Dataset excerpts
● ● ● ● ●
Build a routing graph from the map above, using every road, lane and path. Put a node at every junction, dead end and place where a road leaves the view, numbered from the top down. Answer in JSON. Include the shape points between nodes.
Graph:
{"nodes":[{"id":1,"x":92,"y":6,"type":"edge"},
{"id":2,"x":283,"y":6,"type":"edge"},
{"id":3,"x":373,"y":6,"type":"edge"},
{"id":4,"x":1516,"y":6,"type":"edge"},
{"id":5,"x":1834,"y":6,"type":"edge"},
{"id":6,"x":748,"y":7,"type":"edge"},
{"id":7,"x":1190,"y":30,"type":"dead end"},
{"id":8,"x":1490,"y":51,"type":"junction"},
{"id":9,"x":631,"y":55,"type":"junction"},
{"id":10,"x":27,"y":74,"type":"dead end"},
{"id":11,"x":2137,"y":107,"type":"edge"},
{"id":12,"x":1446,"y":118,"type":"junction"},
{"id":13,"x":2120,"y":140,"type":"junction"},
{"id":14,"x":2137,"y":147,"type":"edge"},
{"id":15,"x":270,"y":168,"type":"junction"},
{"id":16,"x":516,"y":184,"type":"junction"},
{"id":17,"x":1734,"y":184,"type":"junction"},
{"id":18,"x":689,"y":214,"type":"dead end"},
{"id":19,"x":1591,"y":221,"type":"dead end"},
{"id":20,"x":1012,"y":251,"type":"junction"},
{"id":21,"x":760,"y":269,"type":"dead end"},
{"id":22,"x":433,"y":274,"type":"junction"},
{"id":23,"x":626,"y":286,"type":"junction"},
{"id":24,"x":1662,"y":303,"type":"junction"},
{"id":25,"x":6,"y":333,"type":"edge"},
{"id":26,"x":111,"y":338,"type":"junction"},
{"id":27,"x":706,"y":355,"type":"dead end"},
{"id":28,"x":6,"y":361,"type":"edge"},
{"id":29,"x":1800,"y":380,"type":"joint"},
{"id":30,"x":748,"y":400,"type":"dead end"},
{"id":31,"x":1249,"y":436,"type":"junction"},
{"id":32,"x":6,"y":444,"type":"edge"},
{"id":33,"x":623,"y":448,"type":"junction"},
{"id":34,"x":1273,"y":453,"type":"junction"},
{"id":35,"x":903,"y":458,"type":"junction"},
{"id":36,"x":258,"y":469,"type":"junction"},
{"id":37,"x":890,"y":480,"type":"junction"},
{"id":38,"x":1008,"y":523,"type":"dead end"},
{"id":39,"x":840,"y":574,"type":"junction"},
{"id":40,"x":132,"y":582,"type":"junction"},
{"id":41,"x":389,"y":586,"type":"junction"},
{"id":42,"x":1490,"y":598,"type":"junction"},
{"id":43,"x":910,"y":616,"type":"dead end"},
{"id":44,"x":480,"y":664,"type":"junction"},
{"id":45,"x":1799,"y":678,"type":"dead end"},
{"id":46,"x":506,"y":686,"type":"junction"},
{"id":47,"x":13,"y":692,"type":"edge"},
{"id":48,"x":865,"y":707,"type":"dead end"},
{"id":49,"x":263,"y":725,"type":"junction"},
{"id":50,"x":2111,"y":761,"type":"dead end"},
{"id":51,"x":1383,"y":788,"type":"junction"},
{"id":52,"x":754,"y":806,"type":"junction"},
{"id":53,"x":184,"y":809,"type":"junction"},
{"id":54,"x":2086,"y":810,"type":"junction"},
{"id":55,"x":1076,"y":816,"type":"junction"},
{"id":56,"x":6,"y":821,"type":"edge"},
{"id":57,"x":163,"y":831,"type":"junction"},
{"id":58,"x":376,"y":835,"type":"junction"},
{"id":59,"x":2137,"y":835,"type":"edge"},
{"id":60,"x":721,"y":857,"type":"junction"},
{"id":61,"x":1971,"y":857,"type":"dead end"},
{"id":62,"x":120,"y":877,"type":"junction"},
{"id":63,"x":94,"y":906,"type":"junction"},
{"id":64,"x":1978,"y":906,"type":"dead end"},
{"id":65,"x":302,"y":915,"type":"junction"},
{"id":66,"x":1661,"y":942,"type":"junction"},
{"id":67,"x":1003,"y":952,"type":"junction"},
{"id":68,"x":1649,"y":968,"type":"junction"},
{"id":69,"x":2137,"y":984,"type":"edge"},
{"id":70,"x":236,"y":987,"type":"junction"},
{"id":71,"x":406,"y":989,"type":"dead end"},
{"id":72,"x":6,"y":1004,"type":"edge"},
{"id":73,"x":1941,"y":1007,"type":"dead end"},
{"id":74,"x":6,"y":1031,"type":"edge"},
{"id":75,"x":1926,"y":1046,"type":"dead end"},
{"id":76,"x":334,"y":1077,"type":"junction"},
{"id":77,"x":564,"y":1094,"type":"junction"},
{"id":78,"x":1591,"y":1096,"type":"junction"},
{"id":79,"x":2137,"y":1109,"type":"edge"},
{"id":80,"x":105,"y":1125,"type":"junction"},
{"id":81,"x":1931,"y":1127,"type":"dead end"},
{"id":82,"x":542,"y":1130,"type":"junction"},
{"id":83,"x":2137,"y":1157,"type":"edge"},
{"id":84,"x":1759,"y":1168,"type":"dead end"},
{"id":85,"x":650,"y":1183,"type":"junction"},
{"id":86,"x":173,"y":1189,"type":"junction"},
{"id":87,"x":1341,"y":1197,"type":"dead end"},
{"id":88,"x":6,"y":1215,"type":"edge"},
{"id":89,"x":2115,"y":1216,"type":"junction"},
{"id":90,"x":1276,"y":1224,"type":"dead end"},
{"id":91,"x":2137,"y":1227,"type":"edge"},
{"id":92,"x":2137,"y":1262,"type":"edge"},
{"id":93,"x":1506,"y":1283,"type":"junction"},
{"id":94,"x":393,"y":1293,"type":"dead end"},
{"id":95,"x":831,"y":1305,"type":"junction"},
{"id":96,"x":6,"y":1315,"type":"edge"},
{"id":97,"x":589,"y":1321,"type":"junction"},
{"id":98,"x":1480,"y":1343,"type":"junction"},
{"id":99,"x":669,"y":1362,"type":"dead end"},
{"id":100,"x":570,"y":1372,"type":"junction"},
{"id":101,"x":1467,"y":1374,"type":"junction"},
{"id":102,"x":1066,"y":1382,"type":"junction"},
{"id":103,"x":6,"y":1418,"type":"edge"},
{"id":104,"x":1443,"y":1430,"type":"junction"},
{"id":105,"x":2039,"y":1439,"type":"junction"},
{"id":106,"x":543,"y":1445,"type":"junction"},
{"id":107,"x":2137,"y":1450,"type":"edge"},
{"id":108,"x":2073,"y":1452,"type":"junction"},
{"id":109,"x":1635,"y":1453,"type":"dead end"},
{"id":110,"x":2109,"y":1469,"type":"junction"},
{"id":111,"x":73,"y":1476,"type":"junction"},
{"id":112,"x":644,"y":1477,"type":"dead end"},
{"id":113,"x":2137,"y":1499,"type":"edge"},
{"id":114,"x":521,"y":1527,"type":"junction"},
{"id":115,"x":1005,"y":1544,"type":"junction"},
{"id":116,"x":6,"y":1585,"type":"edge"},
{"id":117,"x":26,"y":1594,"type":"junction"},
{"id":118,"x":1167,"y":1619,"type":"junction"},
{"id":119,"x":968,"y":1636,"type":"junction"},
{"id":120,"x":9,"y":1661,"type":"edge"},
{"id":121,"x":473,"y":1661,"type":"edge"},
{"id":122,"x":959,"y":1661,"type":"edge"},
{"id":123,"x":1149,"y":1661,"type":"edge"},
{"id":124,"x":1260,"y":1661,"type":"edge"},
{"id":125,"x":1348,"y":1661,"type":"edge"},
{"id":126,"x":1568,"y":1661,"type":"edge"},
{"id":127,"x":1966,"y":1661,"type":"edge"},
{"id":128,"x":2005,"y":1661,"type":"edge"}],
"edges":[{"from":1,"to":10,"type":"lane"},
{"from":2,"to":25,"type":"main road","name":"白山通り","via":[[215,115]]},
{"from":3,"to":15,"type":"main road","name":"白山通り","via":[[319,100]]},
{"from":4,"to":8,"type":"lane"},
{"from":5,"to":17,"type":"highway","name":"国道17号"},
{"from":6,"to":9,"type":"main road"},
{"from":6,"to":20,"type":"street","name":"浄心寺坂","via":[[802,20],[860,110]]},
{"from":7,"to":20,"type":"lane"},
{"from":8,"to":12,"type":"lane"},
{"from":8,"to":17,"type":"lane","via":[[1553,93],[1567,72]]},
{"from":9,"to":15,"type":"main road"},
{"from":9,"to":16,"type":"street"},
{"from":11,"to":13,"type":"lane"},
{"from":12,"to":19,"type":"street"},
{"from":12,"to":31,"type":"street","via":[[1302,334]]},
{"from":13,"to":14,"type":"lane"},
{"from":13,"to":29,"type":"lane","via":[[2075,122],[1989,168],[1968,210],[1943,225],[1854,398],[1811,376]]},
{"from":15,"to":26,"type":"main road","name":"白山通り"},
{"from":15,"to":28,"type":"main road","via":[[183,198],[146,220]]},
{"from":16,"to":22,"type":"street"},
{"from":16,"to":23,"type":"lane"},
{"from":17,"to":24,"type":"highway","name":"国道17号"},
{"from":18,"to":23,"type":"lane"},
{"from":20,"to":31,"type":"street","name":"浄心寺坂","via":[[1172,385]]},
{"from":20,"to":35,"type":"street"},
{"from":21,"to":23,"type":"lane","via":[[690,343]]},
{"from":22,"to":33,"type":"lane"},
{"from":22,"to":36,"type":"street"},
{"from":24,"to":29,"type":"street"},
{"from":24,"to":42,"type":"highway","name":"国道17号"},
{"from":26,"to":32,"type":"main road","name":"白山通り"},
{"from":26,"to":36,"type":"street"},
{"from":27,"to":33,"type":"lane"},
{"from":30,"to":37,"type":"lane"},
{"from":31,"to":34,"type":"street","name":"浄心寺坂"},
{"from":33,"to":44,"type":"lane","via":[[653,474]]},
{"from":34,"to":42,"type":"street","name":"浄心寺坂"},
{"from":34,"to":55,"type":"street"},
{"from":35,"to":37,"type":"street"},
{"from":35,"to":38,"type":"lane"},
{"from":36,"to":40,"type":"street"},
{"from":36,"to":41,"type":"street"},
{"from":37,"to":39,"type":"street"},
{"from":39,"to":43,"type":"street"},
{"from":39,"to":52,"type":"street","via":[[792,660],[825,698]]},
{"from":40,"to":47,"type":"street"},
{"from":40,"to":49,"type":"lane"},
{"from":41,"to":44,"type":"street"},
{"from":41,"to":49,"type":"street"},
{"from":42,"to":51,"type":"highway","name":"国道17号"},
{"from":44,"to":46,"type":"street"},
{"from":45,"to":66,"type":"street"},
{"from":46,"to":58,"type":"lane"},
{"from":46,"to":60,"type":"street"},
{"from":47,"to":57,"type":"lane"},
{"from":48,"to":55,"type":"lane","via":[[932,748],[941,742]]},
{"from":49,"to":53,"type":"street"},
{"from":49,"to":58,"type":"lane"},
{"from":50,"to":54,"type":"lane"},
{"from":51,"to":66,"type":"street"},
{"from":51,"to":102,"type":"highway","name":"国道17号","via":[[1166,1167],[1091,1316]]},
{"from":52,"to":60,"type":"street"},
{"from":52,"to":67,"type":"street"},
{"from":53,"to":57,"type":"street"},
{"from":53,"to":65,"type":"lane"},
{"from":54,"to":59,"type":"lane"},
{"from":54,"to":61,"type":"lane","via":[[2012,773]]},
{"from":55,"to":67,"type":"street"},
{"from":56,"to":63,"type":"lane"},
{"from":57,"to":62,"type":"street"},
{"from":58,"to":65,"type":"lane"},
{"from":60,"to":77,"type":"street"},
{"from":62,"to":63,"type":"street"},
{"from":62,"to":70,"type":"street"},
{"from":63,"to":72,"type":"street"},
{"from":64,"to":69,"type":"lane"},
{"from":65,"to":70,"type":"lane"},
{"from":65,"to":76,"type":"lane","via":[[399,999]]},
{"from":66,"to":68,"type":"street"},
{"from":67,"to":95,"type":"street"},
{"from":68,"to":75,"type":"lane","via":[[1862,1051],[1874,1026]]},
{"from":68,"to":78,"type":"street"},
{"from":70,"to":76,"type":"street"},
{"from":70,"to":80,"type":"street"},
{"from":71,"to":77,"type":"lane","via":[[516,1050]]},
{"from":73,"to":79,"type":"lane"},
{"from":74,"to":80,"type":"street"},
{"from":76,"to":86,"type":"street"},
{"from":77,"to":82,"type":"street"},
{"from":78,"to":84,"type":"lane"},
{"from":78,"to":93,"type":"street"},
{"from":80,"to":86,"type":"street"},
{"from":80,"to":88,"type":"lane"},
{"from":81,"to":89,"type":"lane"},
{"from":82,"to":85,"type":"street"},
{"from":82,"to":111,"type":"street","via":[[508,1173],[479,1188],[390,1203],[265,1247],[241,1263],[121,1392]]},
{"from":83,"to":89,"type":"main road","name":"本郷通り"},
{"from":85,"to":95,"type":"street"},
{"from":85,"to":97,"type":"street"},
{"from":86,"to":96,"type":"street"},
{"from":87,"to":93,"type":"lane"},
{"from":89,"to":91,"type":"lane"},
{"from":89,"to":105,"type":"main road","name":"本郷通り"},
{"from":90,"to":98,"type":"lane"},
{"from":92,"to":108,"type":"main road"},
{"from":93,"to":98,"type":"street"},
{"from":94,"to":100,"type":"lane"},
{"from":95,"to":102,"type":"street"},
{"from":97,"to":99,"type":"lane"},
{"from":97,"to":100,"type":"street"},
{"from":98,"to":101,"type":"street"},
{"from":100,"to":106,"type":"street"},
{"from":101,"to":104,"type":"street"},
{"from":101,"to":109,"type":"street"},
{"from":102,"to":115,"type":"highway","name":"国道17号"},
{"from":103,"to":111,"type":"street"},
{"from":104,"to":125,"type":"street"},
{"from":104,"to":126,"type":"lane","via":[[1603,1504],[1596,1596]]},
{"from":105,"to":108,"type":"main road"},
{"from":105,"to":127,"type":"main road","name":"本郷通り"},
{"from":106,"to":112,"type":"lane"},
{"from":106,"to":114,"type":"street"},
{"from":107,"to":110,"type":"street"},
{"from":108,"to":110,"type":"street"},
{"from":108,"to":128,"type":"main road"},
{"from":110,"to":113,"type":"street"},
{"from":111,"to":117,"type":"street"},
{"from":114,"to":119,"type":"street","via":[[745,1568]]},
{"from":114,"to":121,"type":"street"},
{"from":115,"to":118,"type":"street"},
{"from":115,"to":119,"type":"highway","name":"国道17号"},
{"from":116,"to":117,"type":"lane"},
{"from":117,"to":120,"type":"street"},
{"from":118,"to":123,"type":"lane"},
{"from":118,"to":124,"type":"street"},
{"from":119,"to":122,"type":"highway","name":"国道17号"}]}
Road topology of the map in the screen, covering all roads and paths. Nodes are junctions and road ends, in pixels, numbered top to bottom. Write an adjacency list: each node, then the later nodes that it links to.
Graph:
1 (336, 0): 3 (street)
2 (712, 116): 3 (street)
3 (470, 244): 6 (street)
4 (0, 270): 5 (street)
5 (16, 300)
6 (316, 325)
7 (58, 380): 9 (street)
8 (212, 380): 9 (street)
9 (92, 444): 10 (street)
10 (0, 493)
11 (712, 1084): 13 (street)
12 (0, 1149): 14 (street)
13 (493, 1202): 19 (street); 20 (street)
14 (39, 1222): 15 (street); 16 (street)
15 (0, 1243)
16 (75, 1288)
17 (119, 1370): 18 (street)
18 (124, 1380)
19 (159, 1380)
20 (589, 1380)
● ● ● ● ●
### What the task asks
Count each line above where the string "白山通り" occurs. Give the number only.

### Result for this exercise
4